SONYの「スカイセンサー」、ナショナルの「クーガ」と、各社が競って「BCLラジオ」と呼ばれる高性能受信機を投入してきました。
スカイセンサーは、ソニーらしい洗練されたフォルムと独特な近未来感。
一方、クーガは、360度回るジャイロアンテナや丸いダイヤルスケールといったギミックで、理科系少年の心をくすぐる“サファリ感”がありました。
当時のラジオ好き男子は、まるでプロ野球のファンチームのように、スカイセンサー派かクーガ派かに分かれていたのです。
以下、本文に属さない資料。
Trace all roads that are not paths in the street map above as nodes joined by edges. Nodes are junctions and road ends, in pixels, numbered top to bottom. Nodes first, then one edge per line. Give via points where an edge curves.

でも、そんな中で僕が選んだのは、なぜか「東芝 TR-X」。
クラスで誰も知らないマイナー機でしたが、なぜか妙に惹かれて、毎晩の相棒になっていました。
「ラジオ・オーストラリア」のワライカワセミの声や、「BBC日本語放送」のビッグベンの鐘を、ノイズの中に探し出す時間——それが、まさに僕の“世界との接点”だったのです。
ラジカセ時代、到来
中学2年になると、時代は“ラジカセブーム”へ。
音楽も録音もできるこのマシンに、少年たちは一気に夢中に。
ギター少年は弾き語りを録音、音楽好きはFM放送を“エアチェック”。
情報誌も充実していて、小学館の『FMレコパル』、音楽之友社の『FM fan』、共同通信社の『FM STATION』は、三大FM雑誌として一時代を築きました。
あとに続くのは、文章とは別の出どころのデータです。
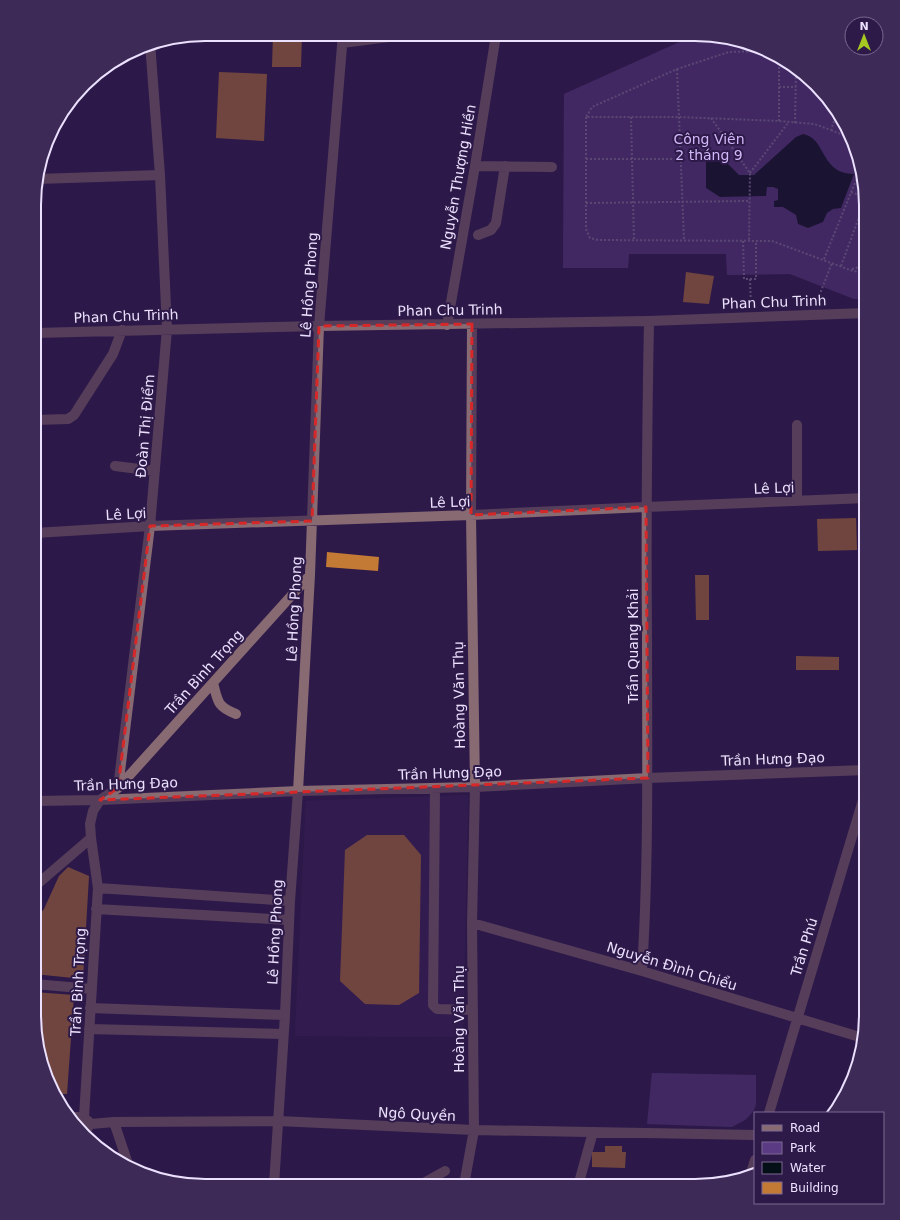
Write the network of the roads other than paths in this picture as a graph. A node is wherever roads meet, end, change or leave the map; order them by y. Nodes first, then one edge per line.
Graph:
1 (342, 41) edge
2 (495, 41) edge
3 (151, 50) edge
4 (475, 166) junction
5 (505, 166) junction
6 (552, 167) dead end
7 (160, 176) junction
8 (43, 179) edge
9 (478, 235) dead end
10 (859, 313) edge
11 (649, 321) junction
12 (472, 324) junction
13 (447, 325) junction
14 (319, 326) junction
15 (167, 329) junction
16 (122, 330) junction
17 (41, 333) edge
18 (41, 420) edge
19 (797, 425) dead end
20 (114, 466) dead end
21 (155, 471) junction
22 (859, 498) edge
23 (797, 501) junction
24 (646, 506) junction
25 (471, 515) junction
26 (312, 521) junction
27 (150, 526) junction
28 (41, 533) edge
29 (310, 575) junction
30 (213, 683) junction
31 (236, 714) dead end
32 (859, 770) edge
33 (648, 778) junction
34 (474, 787) junction
35 (118, 788) junction
36 (435, 788) junction
37 (298, 791) junction
38 (100, 800) junction
39 (41, 801) edge
40 (859, 813) edge
41 (91, 838) junction
42 (41, 881) edge
43 (98, 888) junction
44 (290, 901) junction
45 (96, 909) junction
46 (289, 920) junction
47 (472, 923) junction
48 (642, 971) junction
49 (41, 985) edge
50 (92, 989) junction
51 (90, 1008) junction
52 (473, 1010) junction
53 (285, 1015) junction
54 (797, 1019) junction
55 (89, 1029) junction
56 (284, 1034) junction
57 (858, 1037) edge
58 (769, 1112) edge
59 (79, 1119) edge
60 (87, 1121) junction
61 (278, 1121) junction
62 (114, 1122) junction
63 (85, 1127) edge
64 (474, 1130) junction
65 (593, 1132) junction
66 (754, 1135) edge
67 (126, 1159) edge
68 (446, 1171) dead end
69 (274, 1179) edge
70 (431, 1179) edge
71 (465, 1179) edge
72 (580, 1179) edge

1 - 14 street, Lê Hồng Phong
2 - 4 street, Nguyễn Thượng Hiền
3 - 7 street, Đoàn Thị Điểm
4 - 5 street
4 - 13 street, Nguyễn Thượng Hiền
5 - 6 street
5 - 9 street
7 - 8 street
7 - 15 street, Đoàn Thị Điểm
10 - 11 street, Phan Chu Trinh
11 - 12 street, Phan Chu Trinh
11 - 24 street, Trần Quang Khải
12 - 13 street, Phan Chu Trinh
12 - 25 street, Hoàng Văn Thụ
13 - 14 street, Phan Chu Trinh
14 - 15 street, Phan Chu Trinh
14 - 26 street, Lê Hồng Phong
15 - 16 street, Phan Chu Trinh
15 - 21 street, Đoàn Thị Điểm
16 - 17 street, Phan Chu Trinh
16 - 18 street
19 - 23 street
20 - 21 street
21 - 27 street, Đoàn Thị Điểm
22 - 23 street, Lê Lợi
23 - 24 street, Lê Lợi
24 - 25 street, Lê Lợi
24 - 33 street, Trần Quang Khải
25 - 26 street, Lê Lợi
25 - 34 street, Hoàng Văn Thụ
26 - 27 street, Lê Lợi
26 - 29 street, Lê Hồng Phong
27 - 28 street, Lê Lợi
27 - 35 street, Đoàn Thị Điểm
29 - 30 street, Trần Bình Trọng
29 - 37 street, Lê Hồng Phong
30 - 31 street
30 - 35 street, Trần Bình Trọng
32 - 33 street, Trần Hưng Đạo
33 - 34 street, Trần Hưng Đạo
33 - 48 street, Trần Quang Khải
34 - 36 street, Trần Hưng Đạo
34 - 47 street, Hoàng Văn Thụ
35 - 38 street
36 - 37 street, Trần Hưng Đạo
36 - 52 street
37 - 38 street, Trần Hưng Đạo
37 - 44 street, Lê Hồng Phong
38 - 39 street, Trần Hưng Đạo
38 - 41 street, Trần Bình Trọng
40 - 54 street, Trần Phú
41 - 42 street
41 - 43 street, Trần Bình Trọng
43 - 44 street
43 - 45 street, Trần Bình Trọng
44 - 46 street, Lê Hồng Phong
45 - 46 street
45 - 50 street, Trần Bình Trọng
46 - 53 street, Lê Hồng Phong
47 - 48 street, Nguyễn Đình Chiểu
47 - 52 street, Hoàng Văn Thụ
48 - 54 street, Nguyễn Đình Chiểu
49 - 50 street
50 - 51 street, Trần Bình Trọng
51 - 53 street
51 - 55 street, Trần Bình Trọng
52 - 64 street, Hoàng Văn Thụ
53 - 56 street, Lê Hồng Phong
54 - 57 street, Nguyễn Đình Chiểu
54 - 58 street, Trần Phú
55 - 56 street
55 - 60 street, Trần Bình Trọng
56 - 61 street, Lê Hồng Phong
59 - 60 street, Ngô Quyền
60 - 62 street, Ngô Quyền
60 - 63 street
61 - 62 street, Ngô Quyền
61 - 64 street, Ngô Quyền
61 - 69 street, Lê Hồng Phong
62 - 67 street
64 - 65 street, Ngô Quyền
64 - 71 street, Hoàng Văn Thụ
65 - 66 street, Ngô Quyền
65 - 72 street
68 - 70 street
埼玉北部の実家では、FM東京とNHK FMが主な聴取先。中でも「NHK前橋局のTPリクエストアワー」は、僕にとっての“音楽の扉”でした。
人気ラジカセたちと、僕のMAC
当時の人気モデルは以下の通り:
僕はというと、父親のMACをちゃっかり自分専用にして愛用。
お気に入りの番組を録音しては、消して、また録音して。一本のカセットテープで何度も音を重ねていく——そんな繰り返しが、楽しかったです。
ラジオから始まった何か
インターネット登場の20年以上前、ラジオはただの音声メディアではありませんでした。
知らない国の文化に触れ、人生の指針を見つけ、声だけの世界に想像を膨らませる。
あの頃の深夜の時間は、僕の「感性の原点」だったように思います。